• _DESCRIPTION OF THE TASK_
For the word "into", state how many lines below contain it. Give no other text.

***** DATA IN THIS EXERCISE *****

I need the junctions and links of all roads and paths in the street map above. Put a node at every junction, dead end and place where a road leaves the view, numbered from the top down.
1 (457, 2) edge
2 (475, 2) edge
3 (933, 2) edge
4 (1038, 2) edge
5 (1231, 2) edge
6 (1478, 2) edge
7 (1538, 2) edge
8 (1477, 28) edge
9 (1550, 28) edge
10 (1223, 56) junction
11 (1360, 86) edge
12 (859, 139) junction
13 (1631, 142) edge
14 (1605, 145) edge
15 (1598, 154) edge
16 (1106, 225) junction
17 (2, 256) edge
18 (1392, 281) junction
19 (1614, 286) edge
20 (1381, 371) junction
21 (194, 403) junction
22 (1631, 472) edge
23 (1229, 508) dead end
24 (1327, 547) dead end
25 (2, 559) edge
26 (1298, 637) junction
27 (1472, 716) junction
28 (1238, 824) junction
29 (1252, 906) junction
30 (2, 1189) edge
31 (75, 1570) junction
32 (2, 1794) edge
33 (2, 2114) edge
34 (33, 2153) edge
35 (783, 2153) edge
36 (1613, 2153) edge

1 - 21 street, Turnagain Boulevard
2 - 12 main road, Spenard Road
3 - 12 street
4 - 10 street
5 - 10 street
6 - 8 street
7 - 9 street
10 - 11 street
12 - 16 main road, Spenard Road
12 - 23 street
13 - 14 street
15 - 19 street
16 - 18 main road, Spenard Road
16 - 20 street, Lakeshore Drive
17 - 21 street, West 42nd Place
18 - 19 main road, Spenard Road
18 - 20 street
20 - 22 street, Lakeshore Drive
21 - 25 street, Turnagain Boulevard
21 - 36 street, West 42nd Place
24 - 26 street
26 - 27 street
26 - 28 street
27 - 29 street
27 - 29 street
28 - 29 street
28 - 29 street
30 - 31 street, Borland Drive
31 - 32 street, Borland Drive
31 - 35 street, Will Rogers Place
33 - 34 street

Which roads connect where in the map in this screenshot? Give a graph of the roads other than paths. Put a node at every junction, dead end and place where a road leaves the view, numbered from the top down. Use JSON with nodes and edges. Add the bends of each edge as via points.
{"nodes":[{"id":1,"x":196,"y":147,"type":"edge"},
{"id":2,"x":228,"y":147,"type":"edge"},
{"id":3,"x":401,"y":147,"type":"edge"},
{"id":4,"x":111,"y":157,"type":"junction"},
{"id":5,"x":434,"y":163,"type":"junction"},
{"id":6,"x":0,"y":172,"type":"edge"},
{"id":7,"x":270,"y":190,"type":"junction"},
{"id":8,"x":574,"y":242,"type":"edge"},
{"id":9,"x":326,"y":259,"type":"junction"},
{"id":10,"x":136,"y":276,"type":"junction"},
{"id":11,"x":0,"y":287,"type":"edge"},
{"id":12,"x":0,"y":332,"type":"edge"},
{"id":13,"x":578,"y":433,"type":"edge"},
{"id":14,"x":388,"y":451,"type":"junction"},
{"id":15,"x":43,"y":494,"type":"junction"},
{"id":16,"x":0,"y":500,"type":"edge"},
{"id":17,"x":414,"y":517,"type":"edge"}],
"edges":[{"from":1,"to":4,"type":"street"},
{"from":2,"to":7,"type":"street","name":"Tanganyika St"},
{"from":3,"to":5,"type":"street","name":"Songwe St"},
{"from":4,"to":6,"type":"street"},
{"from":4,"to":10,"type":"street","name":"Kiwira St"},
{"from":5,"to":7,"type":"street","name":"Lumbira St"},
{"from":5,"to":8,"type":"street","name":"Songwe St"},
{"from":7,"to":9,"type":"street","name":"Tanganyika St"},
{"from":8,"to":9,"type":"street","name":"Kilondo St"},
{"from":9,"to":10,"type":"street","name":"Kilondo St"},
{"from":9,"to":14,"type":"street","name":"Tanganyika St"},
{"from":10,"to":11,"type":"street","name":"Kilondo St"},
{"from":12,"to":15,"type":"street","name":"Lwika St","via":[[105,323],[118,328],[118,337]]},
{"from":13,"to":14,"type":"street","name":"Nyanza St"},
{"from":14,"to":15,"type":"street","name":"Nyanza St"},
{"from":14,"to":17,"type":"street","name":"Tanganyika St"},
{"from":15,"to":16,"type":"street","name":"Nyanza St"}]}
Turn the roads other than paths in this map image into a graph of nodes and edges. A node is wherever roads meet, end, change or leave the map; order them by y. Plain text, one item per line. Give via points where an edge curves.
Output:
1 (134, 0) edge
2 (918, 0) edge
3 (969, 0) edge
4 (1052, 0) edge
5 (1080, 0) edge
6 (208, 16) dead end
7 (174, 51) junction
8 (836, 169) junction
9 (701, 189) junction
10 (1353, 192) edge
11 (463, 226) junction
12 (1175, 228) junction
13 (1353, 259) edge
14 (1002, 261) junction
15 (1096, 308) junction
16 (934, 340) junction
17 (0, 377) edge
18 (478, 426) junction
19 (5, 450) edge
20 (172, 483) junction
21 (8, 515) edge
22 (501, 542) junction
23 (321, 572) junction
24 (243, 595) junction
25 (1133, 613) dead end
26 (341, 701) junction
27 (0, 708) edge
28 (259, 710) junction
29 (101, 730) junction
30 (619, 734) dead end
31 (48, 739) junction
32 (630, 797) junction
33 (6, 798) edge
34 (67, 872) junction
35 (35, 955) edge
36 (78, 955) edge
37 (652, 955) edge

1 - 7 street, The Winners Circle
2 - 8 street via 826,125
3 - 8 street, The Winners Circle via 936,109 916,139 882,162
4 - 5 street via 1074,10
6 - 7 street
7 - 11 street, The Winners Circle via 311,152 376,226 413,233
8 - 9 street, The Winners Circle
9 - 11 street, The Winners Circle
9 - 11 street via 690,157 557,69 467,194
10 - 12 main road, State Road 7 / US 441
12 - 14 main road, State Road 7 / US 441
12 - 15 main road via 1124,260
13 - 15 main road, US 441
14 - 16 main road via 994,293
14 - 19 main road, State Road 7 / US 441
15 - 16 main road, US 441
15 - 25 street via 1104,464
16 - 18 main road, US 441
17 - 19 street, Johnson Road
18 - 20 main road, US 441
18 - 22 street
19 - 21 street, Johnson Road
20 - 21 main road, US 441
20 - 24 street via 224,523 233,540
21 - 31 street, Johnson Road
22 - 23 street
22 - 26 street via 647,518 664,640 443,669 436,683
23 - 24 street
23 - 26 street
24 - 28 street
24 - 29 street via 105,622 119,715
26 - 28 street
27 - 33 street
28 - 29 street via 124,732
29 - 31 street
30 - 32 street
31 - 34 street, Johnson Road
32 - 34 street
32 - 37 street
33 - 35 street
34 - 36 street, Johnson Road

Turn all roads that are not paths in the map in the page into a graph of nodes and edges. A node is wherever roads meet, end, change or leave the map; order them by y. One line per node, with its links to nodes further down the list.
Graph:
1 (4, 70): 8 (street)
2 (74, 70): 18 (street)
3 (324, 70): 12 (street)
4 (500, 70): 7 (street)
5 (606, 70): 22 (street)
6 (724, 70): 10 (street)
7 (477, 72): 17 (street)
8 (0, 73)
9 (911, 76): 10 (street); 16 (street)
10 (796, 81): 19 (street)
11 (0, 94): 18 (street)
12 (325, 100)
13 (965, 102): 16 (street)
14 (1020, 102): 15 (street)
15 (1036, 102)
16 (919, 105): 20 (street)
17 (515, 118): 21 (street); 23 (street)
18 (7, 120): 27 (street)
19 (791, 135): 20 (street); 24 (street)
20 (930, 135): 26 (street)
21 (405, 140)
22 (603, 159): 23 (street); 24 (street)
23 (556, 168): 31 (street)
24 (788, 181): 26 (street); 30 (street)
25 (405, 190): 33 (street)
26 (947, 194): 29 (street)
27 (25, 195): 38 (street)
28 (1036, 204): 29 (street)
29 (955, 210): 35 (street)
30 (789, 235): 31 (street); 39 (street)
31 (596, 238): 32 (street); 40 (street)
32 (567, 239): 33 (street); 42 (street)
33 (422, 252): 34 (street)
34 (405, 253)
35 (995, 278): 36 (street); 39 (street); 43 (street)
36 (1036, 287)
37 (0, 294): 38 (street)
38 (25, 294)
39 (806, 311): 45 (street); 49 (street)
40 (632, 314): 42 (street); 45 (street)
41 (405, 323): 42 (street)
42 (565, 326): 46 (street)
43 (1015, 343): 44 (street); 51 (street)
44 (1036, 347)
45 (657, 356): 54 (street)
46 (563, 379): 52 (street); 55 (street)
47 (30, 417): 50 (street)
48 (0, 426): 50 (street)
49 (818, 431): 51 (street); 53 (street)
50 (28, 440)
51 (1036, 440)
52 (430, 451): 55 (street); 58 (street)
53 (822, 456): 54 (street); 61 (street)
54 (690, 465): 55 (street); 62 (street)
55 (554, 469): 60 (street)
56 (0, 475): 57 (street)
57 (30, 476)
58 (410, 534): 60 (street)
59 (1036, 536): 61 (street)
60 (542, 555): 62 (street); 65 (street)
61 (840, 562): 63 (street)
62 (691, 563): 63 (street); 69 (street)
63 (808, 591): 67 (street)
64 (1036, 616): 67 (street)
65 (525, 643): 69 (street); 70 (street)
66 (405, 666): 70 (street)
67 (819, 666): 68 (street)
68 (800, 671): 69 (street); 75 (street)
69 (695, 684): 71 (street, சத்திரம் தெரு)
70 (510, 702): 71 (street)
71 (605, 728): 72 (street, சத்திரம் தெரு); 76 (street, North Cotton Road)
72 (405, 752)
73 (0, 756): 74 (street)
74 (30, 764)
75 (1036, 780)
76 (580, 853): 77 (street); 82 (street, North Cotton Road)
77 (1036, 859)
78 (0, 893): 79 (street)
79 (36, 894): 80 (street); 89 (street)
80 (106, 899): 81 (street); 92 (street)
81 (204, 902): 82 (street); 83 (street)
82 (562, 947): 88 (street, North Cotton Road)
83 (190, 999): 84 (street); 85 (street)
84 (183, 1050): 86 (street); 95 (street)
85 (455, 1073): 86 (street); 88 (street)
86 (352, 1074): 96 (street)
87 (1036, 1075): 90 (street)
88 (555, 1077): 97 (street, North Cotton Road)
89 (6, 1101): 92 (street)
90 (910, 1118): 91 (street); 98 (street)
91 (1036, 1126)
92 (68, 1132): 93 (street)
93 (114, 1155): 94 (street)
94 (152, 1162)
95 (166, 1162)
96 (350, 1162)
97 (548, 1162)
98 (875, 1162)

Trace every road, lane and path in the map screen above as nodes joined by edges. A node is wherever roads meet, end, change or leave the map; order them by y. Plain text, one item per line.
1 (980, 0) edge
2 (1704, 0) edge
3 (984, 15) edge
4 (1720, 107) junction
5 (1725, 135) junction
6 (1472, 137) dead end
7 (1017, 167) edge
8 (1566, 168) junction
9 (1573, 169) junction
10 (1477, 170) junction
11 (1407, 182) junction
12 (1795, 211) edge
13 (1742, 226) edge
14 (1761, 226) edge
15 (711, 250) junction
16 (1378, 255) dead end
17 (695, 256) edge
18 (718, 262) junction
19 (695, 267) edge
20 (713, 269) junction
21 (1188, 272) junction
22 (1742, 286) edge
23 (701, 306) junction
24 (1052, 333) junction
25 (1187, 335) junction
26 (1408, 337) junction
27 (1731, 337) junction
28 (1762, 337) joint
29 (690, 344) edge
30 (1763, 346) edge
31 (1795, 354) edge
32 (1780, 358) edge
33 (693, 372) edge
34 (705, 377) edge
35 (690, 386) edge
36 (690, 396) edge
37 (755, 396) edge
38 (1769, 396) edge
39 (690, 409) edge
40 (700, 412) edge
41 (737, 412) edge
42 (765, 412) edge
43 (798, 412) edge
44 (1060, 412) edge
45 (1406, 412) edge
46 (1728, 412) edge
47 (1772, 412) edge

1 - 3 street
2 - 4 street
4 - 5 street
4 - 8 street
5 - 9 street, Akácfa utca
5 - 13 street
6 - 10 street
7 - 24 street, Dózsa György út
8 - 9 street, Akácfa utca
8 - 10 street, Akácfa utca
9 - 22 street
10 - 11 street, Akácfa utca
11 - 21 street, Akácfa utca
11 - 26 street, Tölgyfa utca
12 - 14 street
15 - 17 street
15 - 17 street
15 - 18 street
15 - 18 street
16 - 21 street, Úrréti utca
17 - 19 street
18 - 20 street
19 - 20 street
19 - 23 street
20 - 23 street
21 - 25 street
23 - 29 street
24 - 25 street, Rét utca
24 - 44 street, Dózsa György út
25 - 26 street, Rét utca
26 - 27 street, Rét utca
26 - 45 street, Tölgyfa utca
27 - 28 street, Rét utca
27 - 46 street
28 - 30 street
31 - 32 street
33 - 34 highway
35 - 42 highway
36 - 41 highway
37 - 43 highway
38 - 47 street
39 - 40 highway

*****

• _SOLUTION_
2